Hematopoietic stem cell transplantation (HSCT) has demonstrated encouraging outcomes in the clinical management of lymphomas. In the context of HIV infection, particular attention has been given to allo-HSCT using donor stem cells carrying the CCR5Δ32 mutation, which confers resistance to HIV by preventing viral entry into host cells.
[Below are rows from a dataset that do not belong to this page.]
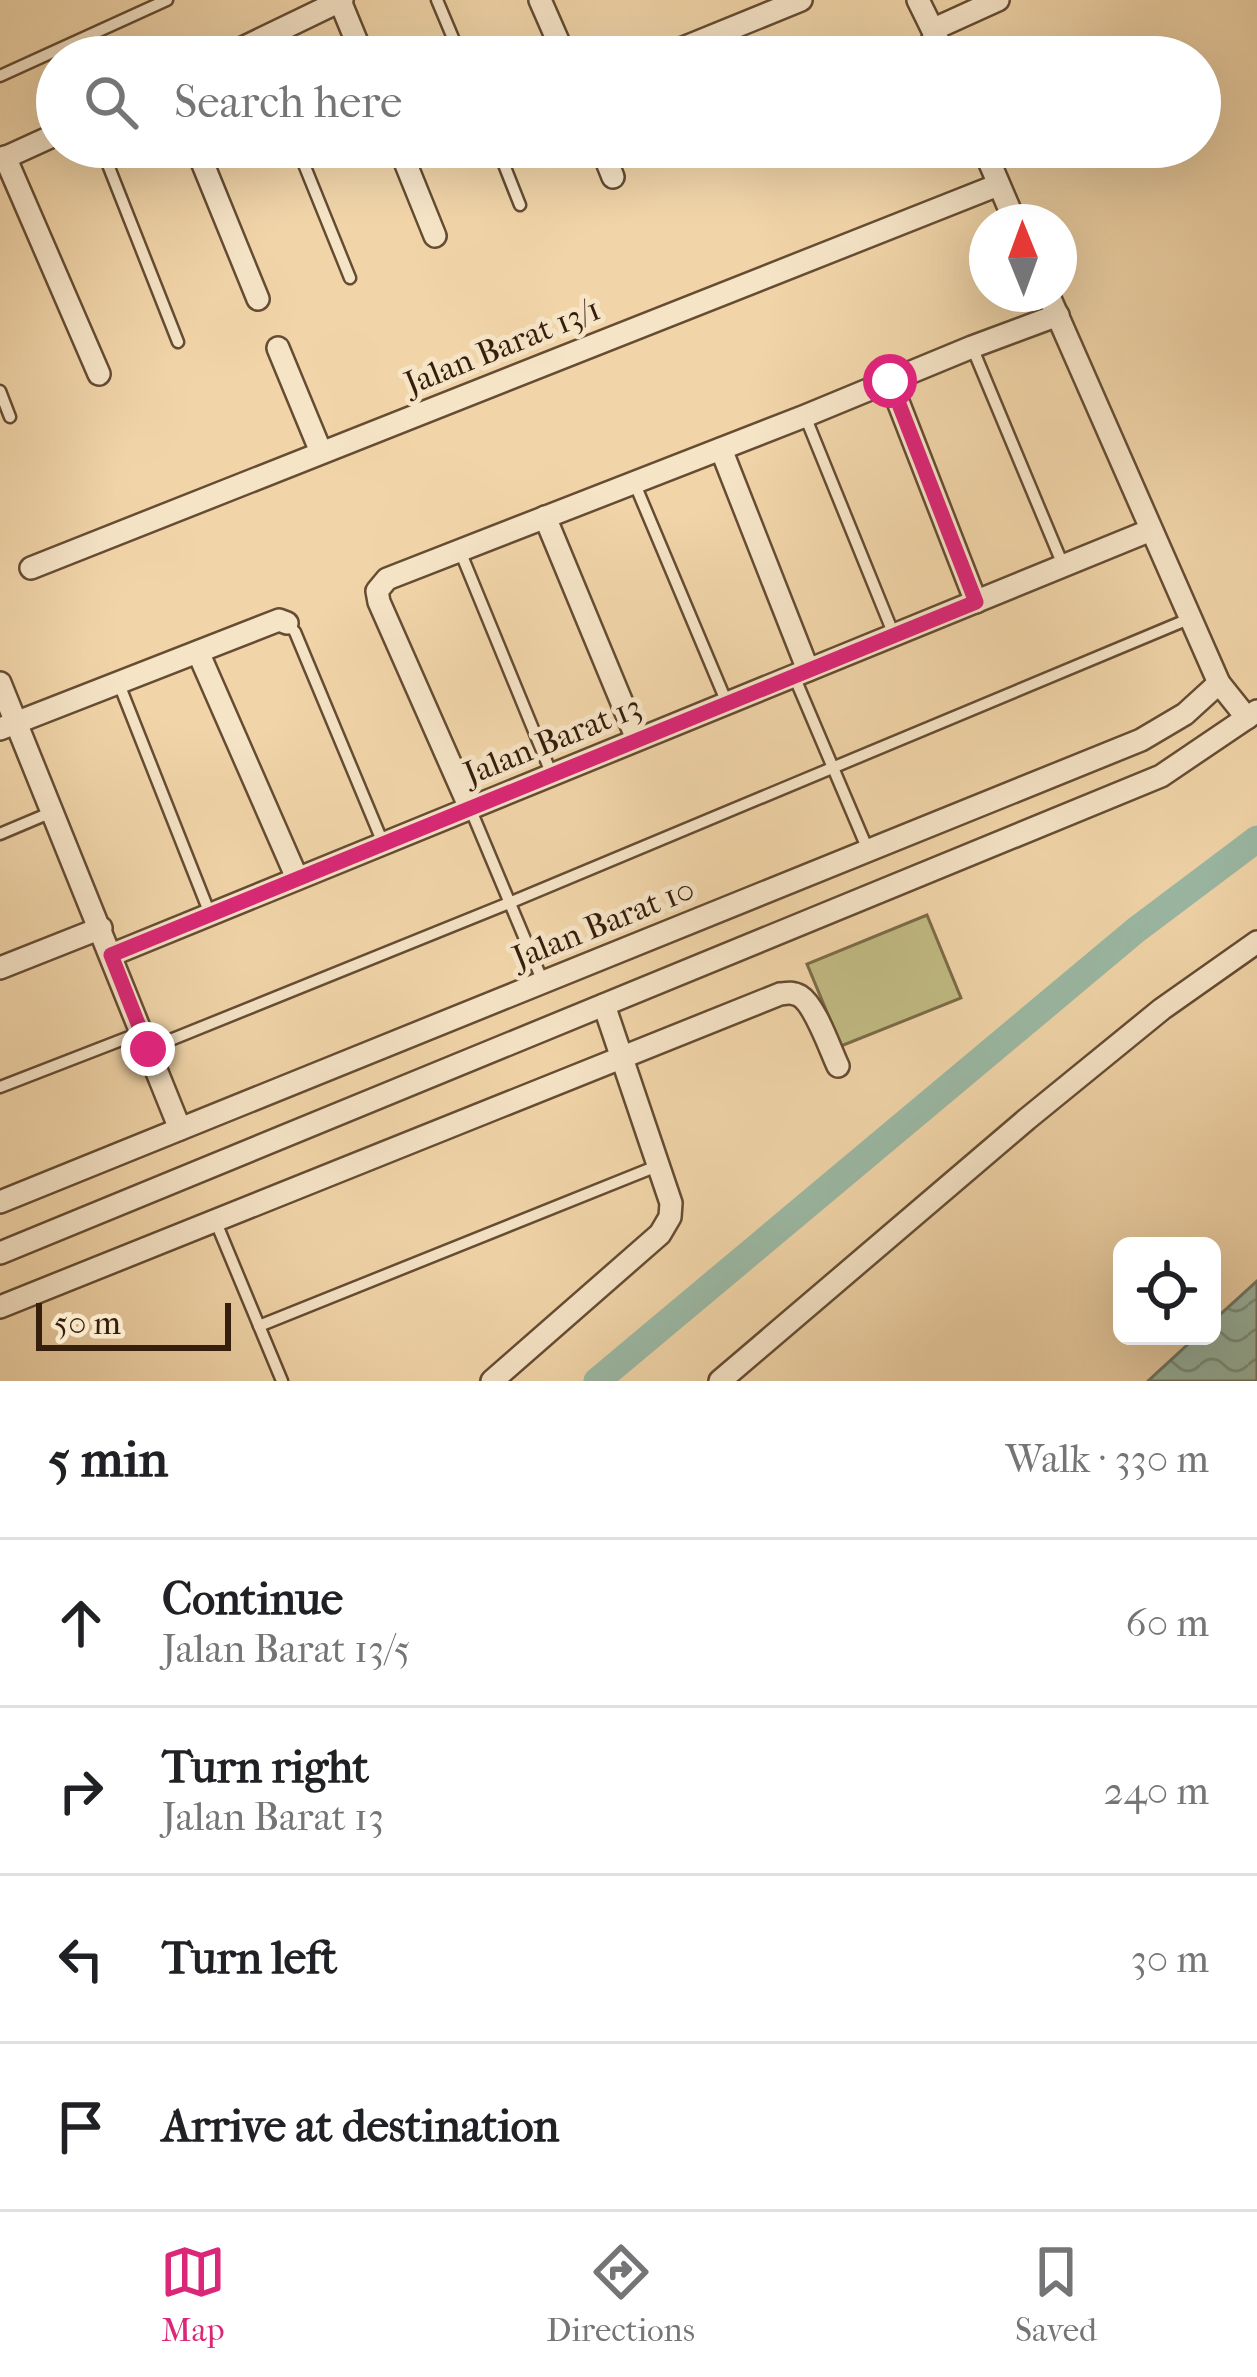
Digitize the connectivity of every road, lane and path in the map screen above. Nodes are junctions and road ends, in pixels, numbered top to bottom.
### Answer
1 (167, 0) edge
2 (341, 0) edge
3 (437, 0) edge
4 (801, 0) edge
5 (918, 0) edge
6 (998, 0) edge
7 (543, 1) edge
8 (934, 29) junction
9 (88, 36) edge
10 (280, 36) edge
11 (355, 36) edge
12 (452, 36) edge
13 (557, 36) edge
14 (713, 36) edge
15 (929, 36) edge
16 (937, 36) edge
17 (36, 60) edge
18 (0, 76) edge
19 (36, 144) edge
20 (3, 159) edge
21 (109, 168) edge
22 (205, 168) edge
23 (305, 168) edge
24 (407, 168) edge
25 (505, 168) edge
26 (610, 168) edge
27 (991, 168) edge
28 (613, 177) dead end
29 (998, 185) junction
30 (1007, 204) edge
31 (520, 205) dead end
32 (435, 236) dead end
33 (350, 278) dead end
34 (258, 299) dead end
35 (1040, 312) edge
36 (1056, 312) edge
37 (178, 342) dead end
38 (972, 347) junction
39 (278, 348) dead end
40 (99, 374) dead end
41 (890, 381) junction
42 (0, 392) edge
43 (806, 416) junction
44 (10, 417) dead end
45 (721, 449) junction
46 (321, 452) junction
47 (634, 482) junction
48 (545, 517) junction
49 (1151, 530) junction
50 (460, 551) junction
51 (1063, 566) junction
52 (31, 568) dead end
53 (976, 602) junction
54 (1191, 618) junction
55 (287, 623) joint
56 (894, 635) junction
57 (198, 652) junction
58 (801, 673) junction
59 (0, 683) edge
60 (1219, 683) junction
61 (119, 684) junction
62 (727, 703) junction
63 (1252, 715) edge
64 (8, 726) edge
65 (637, 739) junction
66 (833, 768) junction
67 (552, 775) junction
68 (470, 808) junction
69 (53, 812) junction
70 (0, 834) edge
71 (383, 843) junction
72 (868, 850) junction
73 (297, 878) junction
74 (509, 903) junction
75 (210, 914) junction
76 (101, 928) junction
77 (1257, 942) edge
78 (111, 955) junction
79 (0, 968) edge
80 (543, 982) junction
81 (604, 1005) junction
82 (145, 1041) junction
83 (621, 1056) junction
84 (838, 1066) dead end
85 (0, 1087) edge
86 (180, 1129) junction
87 (659, 1166) junction
88 (0, 1202) edge
89 (215, 1220) junction
90 (0, 1253) edge
91 (0, 1306) edge
92 (259, 1326) junction
93 (282, 1381) edge
94 (492, 1381) edge
95 (720, 1381) edge

1 - 9 lane
2 - 10 street
2 - 11 street
3 - 12 lane
4 - 14 street
5 - 8 street
6 - 8 street
7 - 13 street
8 - 15 lane
8 - 16 street
17 - 18 lane
19 - 20 street
20 - 40 street
21 - 37 lane
22 - 34 street
23 - 33 lane
24 - 32 street
25 - 31 lane
26 - 28 street
27 - 29 street
29 - 30 street
29 - 46 street, Jalan Barat 13/1
35 - 38 street
36 - 49 street
38 - 41 street
38 - 51 lane
39 - 46 street
41 - 43 street
41 - 53 street
42 - 44 lane
43 - 45 street
43 - 56 lane
45 - 47 street
45 - 58 street
46 - 52 street, Jalan Barat 13/1
47 - 48 street
47 - 62 lane
48 - 50 street
48 - 65 street
49 - 51 street, Jalan Barat 13
49 - 54 street
50 - 67 lane
50 - 68 street
51 - 53 street, Jalan Barat 13
53 - 56 street, Jalan Barat 13
54 - 60 street
54 - 66 lane
55 - 57 street
55 - 71 lane
56 - 58 street, Jalan Barat 13
57 - 61 street
57 - 73 street
58 - 62 street, Jalan Barat 13
58 - 66 lane
59 - 64 street
60 - 63 street
60 - 72 street, Jalan Barat 10
61 - 64 street
61 - 75 lane
62 - 65 street, Jalan Barat 13
63 - 81 street
64 - 69 street
65 - 67 street, Jalan Barat 13
66 - 72 lane
66 - 74 lane
67 - 68 street, Jalan Barat 13
68 - 71 street, Jalan Barat 13
68 - 74 lane
69 - 70 lane
69 - 76 street
71 - 73 street, Jalan Barat 13
72 - 80 street, Jalan Barat 10
73 - 75 street, Jalan Barat 13
74 - 80 lane
74 - 82 lane
75 - 78 street, Jalan Barat 13
76 - 78 street
76 - 79 street
77 - 95 street
78 - 82 street
80 - 86 street, Jalan Barat 10
81 - 83 street
81 - 90 street
82 - 85 lane
82 - 86 street
83 - 84 street
83 - 87 street
83 - 89 street
86 - 88 street, Jalan Barat 10
87 - 92 lane
87 - 94 street
89 - 91 street
89 - 92 lane
92 - 93 lane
This approach has successfully led to long-term HIV remission or apparent cure in five individuals with HIV-associated hematologic malignancies [232]. Notably, a recent case report showed that sustained HIV remission can also be achieved following allogeneic HSCT from a donor without the CCR5Δ32 mutation, indicating that this genetic deletion is not an absolute requirement for achieving long-term viral control or potential cure [233]. These findings are highly significant, as they suggest a broader applicability of allo-HSCT to a greater number of HIV-infected patients with cancer, including lymphoma, potentially improving their clinical outcomes.
Adoptive cell therapy with EBV-specific T cells is also being explored as a potential strategy for treating EBV-associated malignancies in PLWH. This approach has already demonstrated clinical benefit in managing post-transplant lymphoproliferative disease (PTLD) and controlling EBV reactivation in immunocompromised hosts [234]. In HIV-negative individuals with relapsed or refractory NHL or cHL, treatment with autologous cytotoxic T lymphocytes specific for EBV antigens LMP1/LMP2 or LMP2 alone yielded encouraging results, with most patients achieving 2-year EFS with minimal toxicity [235]. Similarly, infusion of autologous EBNA-1-specific T cells has been shown to restore EBV-specific immunity and control EBV-infected B cell expansion in both adult and pediatric patients with EBV viremia or PTLD following HSCT [236]. More recently, EBV-specific T cells engineered to resist the immunosuppressive activity of Transforming Growth Factor-β have been shown to safely expand and persist in patients with cHL, even in the absence of lymphodepleting chemotherapy, and have induced CR even in patients with resistant disease [237]. Despite these promising results, the application of adoptive EBV-specific T cell therapy in PLWH remains investigational. Challenges include T cell exhaustion and low precursor frequencies, which may hinder the generation of effective autologous EBV-specific T cells in HIV-positive individuals. To overcome these limitations, the use of allogeneic or third-party EBV-specific T cells is being considered [238].
6. Conclusions
Lymphomas in PLWH represent a highly heterogeneous group of malignancies that pose substantial challenges in cancer research, diagnosis, and treatment. These challenges stem from their complex pathogenesis, immunologically composite TME, and frequently aggressive clinical course. Despite notable progress in recent years, advancements in the diagnostic evaluation and therapeutic management of lymphomas in PLWH remain constrained by fragmented research efforts and the frequent exclusion of this population from pivotal clinical trials. Collaborative, multidisciplinary strategies are urgently needed to address these gaps, reduce the incidence of HIV-associated lymphoproliferative disorders, and ultimately improve clinical outcomes and survival for these patients.